Dalle perizie disposte su alcune delle linee di assemblaggio e confezionamento dei pacchetti di sigarette è emersa l’intensa attività produttiva realizzata durante il periodo di operatività clandestina. È stato stimato, infatti, che ognuna di esse abbia potuto agevolmente produrre 48 mila pacchetti di sigarette al giorno, da cui un volume immesso sul mercato illegale valutabile (in via del tutto prudenziale) in almeno 35 milioni di pacchetti (corrispondenti a 700 tonnellate di prodotto). Un quantitativo, questo, che può aver fruttato agli organizzatori dell’illecito traffico guadagni stimati in non meno di € 175 milioni. Ciò con una correlativa evasione di accisa sui tabacchi quantificabile in € 112 milioni circa, oltre a IVA per € 28 milioni.
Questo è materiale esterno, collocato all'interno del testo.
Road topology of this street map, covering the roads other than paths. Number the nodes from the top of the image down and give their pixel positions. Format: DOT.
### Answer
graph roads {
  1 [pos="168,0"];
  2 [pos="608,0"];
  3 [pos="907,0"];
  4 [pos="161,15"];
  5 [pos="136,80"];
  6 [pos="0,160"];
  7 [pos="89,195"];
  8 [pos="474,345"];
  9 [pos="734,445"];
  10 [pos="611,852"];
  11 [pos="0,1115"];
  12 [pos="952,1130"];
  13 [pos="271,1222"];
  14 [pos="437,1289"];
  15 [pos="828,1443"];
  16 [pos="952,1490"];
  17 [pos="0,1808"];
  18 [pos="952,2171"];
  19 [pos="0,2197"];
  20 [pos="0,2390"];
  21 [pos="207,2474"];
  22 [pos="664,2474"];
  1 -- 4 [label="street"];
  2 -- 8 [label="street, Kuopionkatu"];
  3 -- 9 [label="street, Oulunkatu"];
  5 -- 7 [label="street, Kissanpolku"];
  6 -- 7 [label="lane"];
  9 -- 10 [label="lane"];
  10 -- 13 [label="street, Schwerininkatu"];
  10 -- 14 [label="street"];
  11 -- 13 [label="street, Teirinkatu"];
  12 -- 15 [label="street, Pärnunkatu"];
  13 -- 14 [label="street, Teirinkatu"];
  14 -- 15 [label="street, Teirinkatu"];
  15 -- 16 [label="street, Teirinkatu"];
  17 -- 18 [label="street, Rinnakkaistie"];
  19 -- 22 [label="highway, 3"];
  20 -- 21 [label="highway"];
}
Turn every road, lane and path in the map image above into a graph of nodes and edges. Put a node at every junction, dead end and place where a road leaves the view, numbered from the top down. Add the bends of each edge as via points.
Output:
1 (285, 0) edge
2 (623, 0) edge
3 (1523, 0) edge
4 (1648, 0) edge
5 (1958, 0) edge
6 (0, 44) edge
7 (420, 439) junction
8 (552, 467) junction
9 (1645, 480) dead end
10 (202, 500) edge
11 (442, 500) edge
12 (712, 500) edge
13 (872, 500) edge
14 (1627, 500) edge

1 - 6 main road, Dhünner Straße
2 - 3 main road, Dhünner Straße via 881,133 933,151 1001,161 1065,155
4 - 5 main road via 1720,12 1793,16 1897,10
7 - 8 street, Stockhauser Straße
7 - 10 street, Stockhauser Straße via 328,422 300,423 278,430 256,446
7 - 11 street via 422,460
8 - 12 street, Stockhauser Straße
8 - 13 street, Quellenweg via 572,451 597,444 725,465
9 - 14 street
Va inoltre sottolineato come la sinergia istituzionale, dopo l’effettuazione dei sequestri, si sia estesa all’Agenzia delle dogane e dei monopoli (Ufficio dei Monopoli di Torino) nonché al Comando Provinciale del Corpo nazionale dei Vigili del fuoco di Torino nella fase della gestione del materiale cautelato che, anche grazie alla collaborazione della Città Metropolitana di Torino, è stato già avviato a completa distruzione.